No había ni insultos encolerizados, ni platos rotos, ni portazos seguidos del silencio más absoluto. No había ninguna escena digna de película, de reality casposo o de novela de escritor venido a menos. Nos enfadábamos por alguna tontería –éramos muy cabezones– y dejábamos de hablar, el uno con el otro –éramos muy orgullosos.

No había ningún tema o causa recurrente en nuestros enfados, ni ninguna razón o acto grave. Tampoco nos enfadábamos de forma continua. Simplemente lo hacíamos y, cuando esto sucedía, pasábamos las horas sin hablar.

Sin embargo, el silencio no duraba más de dos días. El mecanismo que sucedía en mi mente era similar en cada una de estas ocasiones. Y cuando todo pasaba me preguntaba cómo podía cometer tantas veces el mismo error y, sobre todo, cómo lo hacía tras prometerme que a la siguiente vez estaría más alerta, que no dejaría que las diferencias llegasen tan lejos, que no permitiría que se crease una barrera invisible entre nosotros.

Siempre reflexionaba. Y la conclusión a la que llegaba era la misma siempre. Un día sin hablar con ella era un día perdido. Como si ese día no hubiese existido jamás en el calendario, como si el tiempo no hubiese sido vivido ni las experiencias añadidas a mi bagaje personal.

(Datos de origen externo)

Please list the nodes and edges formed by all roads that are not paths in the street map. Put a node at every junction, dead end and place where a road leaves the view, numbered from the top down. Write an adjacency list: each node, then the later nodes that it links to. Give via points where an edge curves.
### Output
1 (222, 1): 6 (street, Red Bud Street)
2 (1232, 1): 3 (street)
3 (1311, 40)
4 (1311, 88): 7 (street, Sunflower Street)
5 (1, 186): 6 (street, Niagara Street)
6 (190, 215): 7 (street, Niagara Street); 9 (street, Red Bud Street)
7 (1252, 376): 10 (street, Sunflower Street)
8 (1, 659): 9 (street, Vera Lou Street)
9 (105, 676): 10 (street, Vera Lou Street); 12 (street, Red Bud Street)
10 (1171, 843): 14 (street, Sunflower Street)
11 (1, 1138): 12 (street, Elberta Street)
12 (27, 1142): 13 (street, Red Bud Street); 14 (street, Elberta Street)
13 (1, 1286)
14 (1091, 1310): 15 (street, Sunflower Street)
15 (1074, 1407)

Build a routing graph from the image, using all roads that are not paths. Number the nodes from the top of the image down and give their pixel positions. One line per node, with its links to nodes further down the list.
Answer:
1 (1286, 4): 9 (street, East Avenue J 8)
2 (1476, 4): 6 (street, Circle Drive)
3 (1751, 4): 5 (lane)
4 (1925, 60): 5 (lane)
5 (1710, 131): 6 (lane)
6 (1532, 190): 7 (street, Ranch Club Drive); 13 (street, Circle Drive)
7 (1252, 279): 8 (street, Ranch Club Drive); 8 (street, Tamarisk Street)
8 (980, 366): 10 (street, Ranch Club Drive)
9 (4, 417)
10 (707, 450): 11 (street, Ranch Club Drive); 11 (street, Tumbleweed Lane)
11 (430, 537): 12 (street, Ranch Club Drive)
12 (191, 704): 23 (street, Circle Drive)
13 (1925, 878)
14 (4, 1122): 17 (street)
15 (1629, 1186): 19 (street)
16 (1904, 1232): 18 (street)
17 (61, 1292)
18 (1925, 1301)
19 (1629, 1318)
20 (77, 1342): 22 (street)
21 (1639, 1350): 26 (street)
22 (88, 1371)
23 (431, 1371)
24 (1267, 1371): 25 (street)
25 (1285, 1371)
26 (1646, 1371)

Pensaba, a menudo en largos paseos tratando de despejar mi mente y de huir del vacío estridente que retumbaba en nuestro hogar, que el verdadero amor, el acto de valentía, es aquel en el que se ama a la otra persona con sus imperfecciones. Poco valor tiene un amor sin defectos, como podría ser el amor a Dios. Alguien que nos ama incondicionalmente sin importar lo que hagamos, alguien cuyo amor es perfecto. ¿Dónde queda ahí la humanidad? Era en esos momentos cuando solía recordar la cita de Camus –o no, nunca he estado del todo seguro que fuese él quien lo dijese– que decía que al encontrar y enamorarse de alguien se queda esperando a descubrir sus defectos para poder amarlos de la misma manera, con la misma intensidad.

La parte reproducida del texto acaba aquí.